It’s an end of an era, and you might just want to snap a photo and upload it for others to purchase.
Jon Oringer, who founded New York City-based Shutterstock in 2003, announced today that he would be stepping away from his duties as CEO at the photo sharing and commerce company, effective in April. He will move on to be Executive Chairman of the board and says in a letter posted this morning that he intends “to continue to be involved in the strategy and direction of the business including yearly planning, regular off-sites, M&A, capital allocation, and other large initiatives.”

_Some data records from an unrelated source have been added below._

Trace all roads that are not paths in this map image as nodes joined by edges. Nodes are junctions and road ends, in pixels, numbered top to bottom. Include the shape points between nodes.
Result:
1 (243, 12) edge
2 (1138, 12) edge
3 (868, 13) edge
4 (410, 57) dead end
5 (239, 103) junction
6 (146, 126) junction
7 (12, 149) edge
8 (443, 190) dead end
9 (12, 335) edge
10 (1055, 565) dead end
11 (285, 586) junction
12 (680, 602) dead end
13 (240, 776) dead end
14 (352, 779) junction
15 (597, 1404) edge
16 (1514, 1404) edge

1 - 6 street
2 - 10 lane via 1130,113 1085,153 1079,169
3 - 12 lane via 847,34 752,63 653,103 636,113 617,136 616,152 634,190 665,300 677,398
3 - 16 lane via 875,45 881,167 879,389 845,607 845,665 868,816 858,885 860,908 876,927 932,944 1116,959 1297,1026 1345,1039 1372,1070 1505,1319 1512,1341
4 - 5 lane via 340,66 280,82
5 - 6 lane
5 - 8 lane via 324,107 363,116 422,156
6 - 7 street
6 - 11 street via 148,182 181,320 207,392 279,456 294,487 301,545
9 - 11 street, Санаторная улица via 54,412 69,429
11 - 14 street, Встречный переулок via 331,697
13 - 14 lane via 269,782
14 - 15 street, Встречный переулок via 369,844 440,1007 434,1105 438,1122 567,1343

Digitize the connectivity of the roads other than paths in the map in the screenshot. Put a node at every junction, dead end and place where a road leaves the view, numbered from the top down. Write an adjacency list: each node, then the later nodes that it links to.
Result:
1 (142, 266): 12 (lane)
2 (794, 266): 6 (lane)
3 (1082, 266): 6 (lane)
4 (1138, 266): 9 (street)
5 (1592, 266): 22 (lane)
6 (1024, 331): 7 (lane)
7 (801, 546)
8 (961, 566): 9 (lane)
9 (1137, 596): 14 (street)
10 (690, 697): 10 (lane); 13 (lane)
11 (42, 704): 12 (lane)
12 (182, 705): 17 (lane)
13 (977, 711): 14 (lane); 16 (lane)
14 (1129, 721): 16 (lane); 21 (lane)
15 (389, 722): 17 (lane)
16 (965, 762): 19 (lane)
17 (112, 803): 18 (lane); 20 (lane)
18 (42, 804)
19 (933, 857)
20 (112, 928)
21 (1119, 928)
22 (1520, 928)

Shutterstock, a publicly-traded company that debuted on NYSE in October of 2012, has grown prodigiously from its humble origins as a startup. The company today has a market cap of just under $1.5 billion, and it has seen reasonable revenue growth over the past few years, expanding from just shy of $500 million in 2016 to $623 million in 2018. The company has been profitable, posting a full-year net income of $31 million in 2018, according to Yahoo Finance.
In his letter this morning, Oringer says that his proudest accomplishment was disbursing more than $1 billion in earnings to freelance photographers and other creatives through the platform since its founding.
The timing of the announcement coincided with Shutterstock’s Q4 and 2018 financial results yesterday, which were a mixed bag. Overall revenue increased by 4 percent compared to a year ago, but net income sank 63 percent and net income per share also declined by nearly 22 percent.
Those middling results were in line with the company’s trajectory over the past few years. The company’s market cap peaked in early 2014 at nearly $3.5 billion but has since hovered between $1 billion and $2 billion since 2015. Oringer says in his letter that he is the largest shareholder today in the company.
In addition to the company’s somewhat lackluster financial results, Shutterstock has also gotten into hot water recently over its censorship of search results in China. Sam Biddle at The Intercept reported in November 2019 that the company plowed over its internal employee concerns in pursuit of additional revenues from the Middle Kingdom.